Ammonia emissions increase significantly with rising temperature in the room and more exposed skin. The results of the experiments which were recently published in the journal “Environmental Science & Technology“ also showed that human skin is a much stronger ammonia emitter than the breath.

The experiments took place in a special controlled chamber located at the Technical University of Denmark. The study participants (men and women of different age groups) stayed in this room for several hours while air was flushed over them and measured downwind. Occasionally they had to breathe into a special mask, which made it possible to measure the chemical composition of their breath and skin separately.

Furthermore, the scientists varied the temperature, humidity and ozone levels in the chamber as well as the clothing of the study participants in order to see how the different environmental conditions affect the emissions.

Ammonia in the human body stems primarily from the bacterial breakdown of proteins within cells and the intestine. It is transported by blood to the liver where it is converted to urea and ultimately washed out in urine.

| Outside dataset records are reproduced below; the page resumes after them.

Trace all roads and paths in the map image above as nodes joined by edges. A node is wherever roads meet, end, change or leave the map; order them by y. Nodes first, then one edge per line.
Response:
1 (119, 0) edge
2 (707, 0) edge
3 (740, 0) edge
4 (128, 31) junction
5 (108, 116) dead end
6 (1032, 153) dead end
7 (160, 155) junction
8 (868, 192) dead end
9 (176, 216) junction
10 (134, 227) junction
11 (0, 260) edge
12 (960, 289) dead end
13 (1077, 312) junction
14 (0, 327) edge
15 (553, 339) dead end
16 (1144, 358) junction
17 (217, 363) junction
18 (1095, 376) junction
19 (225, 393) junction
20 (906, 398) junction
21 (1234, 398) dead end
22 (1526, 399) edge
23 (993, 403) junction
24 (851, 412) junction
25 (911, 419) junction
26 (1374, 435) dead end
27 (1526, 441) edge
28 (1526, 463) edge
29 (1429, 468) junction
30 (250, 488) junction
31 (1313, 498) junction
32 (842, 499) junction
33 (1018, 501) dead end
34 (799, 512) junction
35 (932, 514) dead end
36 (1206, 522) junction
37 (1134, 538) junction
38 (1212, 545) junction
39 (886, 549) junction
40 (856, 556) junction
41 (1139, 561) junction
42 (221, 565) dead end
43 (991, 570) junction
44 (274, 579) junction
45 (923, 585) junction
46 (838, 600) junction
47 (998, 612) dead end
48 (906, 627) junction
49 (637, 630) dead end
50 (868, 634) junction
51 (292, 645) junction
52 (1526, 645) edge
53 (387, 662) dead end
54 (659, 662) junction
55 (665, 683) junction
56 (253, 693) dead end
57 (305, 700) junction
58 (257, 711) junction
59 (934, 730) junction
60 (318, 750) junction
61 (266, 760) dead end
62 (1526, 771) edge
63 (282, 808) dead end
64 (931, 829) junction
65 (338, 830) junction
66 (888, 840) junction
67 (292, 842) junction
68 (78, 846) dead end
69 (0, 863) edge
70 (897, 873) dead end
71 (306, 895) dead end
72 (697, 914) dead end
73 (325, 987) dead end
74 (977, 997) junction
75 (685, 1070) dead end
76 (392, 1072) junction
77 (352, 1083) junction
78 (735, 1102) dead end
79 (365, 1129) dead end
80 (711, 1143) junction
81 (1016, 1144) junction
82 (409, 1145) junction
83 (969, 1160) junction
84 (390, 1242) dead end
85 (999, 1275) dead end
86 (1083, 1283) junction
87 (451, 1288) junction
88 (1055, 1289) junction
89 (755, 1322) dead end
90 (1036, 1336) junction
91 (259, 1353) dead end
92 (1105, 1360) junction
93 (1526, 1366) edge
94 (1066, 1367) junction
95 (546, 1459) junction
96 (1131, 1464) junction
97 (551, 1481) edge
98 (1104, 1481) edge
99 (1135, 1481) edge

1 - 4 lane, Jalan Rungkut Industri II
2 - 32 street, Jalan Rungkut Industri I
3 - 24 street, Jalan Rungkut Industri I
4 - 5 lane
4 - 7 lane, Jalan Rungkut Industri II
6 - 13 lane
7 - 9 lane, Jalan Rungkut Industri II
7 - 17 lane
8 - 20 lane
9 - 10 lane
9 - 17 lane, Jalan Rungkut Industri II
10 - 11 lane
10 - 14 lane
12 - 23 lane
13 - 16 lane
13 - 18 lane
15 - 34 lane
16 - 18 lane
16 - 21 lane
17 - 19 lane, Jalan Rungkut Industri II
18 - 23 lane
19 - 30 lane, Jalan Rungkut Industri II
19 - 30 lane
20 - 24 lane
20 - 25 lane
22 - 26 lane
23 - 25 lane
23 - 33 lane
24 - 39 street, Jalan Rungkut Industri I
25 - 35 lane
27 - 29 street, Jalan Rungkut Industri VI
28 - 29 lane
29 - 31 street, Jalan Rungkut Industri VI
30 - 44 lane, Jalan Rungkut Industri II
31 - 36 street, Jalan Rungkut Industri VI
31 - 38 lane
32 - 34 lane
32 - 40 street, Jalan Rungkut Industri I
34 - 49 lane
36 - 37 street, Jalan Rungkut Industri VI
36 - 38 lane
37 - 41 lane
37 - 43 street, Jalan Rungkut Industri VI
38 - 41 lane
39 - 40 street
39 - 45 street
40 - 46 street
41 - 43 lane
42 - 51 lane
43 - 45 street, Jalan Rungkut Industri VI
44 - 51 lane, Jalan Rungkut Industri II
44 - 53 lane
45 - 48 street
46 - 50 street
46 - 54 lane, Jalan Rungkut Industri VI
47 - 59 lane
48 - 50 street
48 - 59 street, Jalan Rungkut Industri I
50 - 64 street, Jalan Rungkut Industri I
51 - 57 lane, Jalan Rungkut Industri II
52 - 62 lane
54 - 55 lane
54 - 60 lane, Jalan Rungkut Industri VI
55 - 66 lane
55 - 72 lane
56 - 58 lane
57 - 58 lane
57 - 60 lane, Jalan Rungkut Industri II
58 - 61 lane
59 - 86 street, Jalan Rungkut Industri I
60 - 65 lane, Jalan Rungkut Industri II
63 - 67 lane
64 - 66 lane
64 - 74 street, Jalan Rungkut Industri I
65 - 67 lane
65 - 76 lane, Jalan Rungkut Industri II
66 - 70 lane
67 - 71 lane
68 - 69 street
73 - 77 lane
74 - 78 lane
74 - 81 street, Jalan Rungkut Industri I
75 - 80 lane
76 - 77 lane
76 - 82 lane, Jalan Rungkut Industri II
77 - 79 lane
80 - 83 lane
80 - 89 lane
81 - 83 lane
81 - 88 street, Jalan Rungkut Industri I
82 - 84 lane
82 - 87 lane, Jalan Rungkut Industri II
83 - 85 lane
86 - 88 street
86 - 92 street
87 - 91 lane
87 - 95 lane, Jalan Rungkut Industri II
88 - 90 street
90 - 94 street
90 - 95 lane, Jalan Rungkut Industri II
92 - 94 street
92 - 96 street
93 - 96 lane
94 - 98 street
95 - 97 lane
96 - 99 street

Ammonia remaining in the blood can diffuse through the skin or be emitted in sweat or breath. Research on ammonia skin emissions is tricky. One reason for that is that the molecule is very adhesive.

“As the ammonia attaches itself to walls or fabrics it can change the pH of water on the surfaces and thus neutralize the acidifying effects of CO2 that comes out of our breath. It can hence change the chemistry of surfaces in your house turning them into less acidic”, Jonathan Williams, a scientific group leader at MPIC.

“Indoor air investigation is becoming more and more important”, says Mengze Li, PhD student at MPIC and first author of the study. In the past years many measurements have been conducted on gaseous emissions of furniture, floor covering or technical devices indoors.

However, over time the materials used for the production of these objects improved and their emissions went down. Furthermore, housing became more efficient – new buildings have better insulation and less air circulation in order to preserve energy. “It is therefore essential to understand how humans affect indoor air”, adds Williams.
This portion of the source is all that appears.